I can’t speak for anyone else, just for me.

When I became a Christian in 1974, I was immediately taught to define myself three ways.

First, did I believe that I was a sinner and that Jesus died for my sins so I could go to heaven?

Second, was I doing the the things my church taught me to do: attend worship, pray, read the Bible, tithe, “witness”, come to Sunday School, be a good Baptist?

Third, was I not doing the things my church taught me were sinful: drink, dance, use drugs, watch R-rated movies, listen to rock music, have sex outside of marriage, use profanity, work on Sundays, marry a Catholic?

That was the menu. Simple. Comprehensive. Understandable.

Jesus wasn’t absent. He was the door in. But then he seemed to vanish into the background.

God had other plans for me, however. One of my school friends introduced me to books. Christian books. He was reading C.S. Lewis. I didn’t get what that was all about.
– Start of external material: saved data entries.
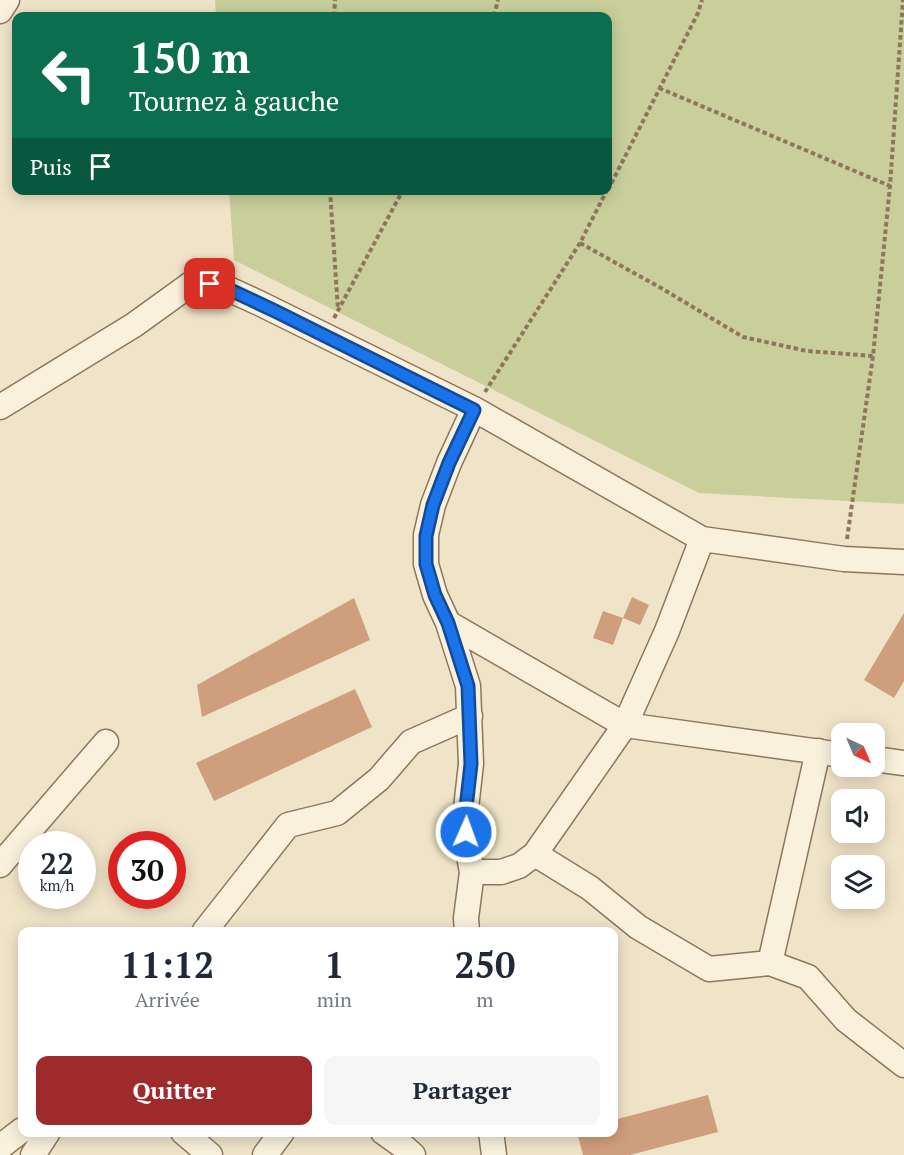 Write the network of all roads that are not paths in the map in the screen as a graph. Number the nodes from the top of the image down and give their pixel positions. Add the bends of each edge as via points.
1 (7, 0) edge
2 (0, 11) edge
3 (0, 407) edge
4 (474, 410) junction
5 (702, 539) junction
6 (904, 562) edge
7 (448, 623) junction
8 (470, 716) junction
9 (625, 725) junction
10 (106, 742) dead end
11 (818, 751) junction
12 (831, 753) edge
13 (885, 760) edge
14 (904, 763) edge
15 (535, 854) junction
16 (0, 865) edge
17 (472, 872) junction
18 (208, 927) edge
19 (462, 927) edge
20 (770, 963) junction
21 (904, 1065) edge
22 (18, 1133) edge
23 (45, 1137) edge
24 (189, 1137) edge
25 (278, 1137) edge
26 (390, 1137) edge
27 (402, 1137) edge
28 (492, 1137) edge
29 (0, 1148) edge
30 (33, 1155) edge
31 (210, 1155) edge
32 (265, 1155) edge
33 (413, 1155) edge
34 (425, 1155) edge
35 (494, 1155) edge

1 - 2 street
3 - 4 street via 134,325 195,281 224,287
4 - 5 street
4 - 7 street via 449,463 426,536 426,564
5 - 6 street via 844,559
5 - 9 street
7 - 8 street via 468,686
7 - 9 street
8 - 17 street via 471,764 465,817
8 - 18 street via 411,742 380,779 337,813 288,825
9 - 11 street
9 - 15 street
10 - 16 street
11 - 12 street
11 - 20 street
13 - 14 street
15 - 17 street via 519,867 501,872
15 - 20 street via 590,888 638,927 710,969
17 - 19 street
20 - 21 street via 808,977 846,1020
22 - 29 street
23 - 30 street
24 - 31 street
25 - 32 street
26 - 33 street
27 - 34 street
28 - 35 street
Then he gave me a copy of J.I. Packer’s Knowing God. It’s a weighty book now, and it certainly was then. I read what I could, and that wasn’t much, but it was enough to reorient my understanding of the Christian life if two ways.

First, Packer impressed upon me that the Christian life was a relationship with God- “Knowing God.” I’d never heard this before. There was some “knowing” in my faith, but it was primarily about doing. Coming to me at a time when I was starting to awaken intellectually and grow personally, I was drawn to this new way of thinking about the Christian life.

Secondly, Packer’s book demonstrated that being a Christian was a much bigger project than I ever suspected. God touched on everything, not just in the sense of “being a witness,” but in the sense that everything was a way to worship God, serve God or experience God. Suddenly, all of life, not just witnessing or listening to sermons, became part of the experience of knowing God.

I took the book to my youth director and asked him if he’d ever heard of it. He looked at it, and read the title. He told me that being a Christian was about how many people you could get to go to heaven, not about knowing God. The book, he said, sounded off track and I should avoid it.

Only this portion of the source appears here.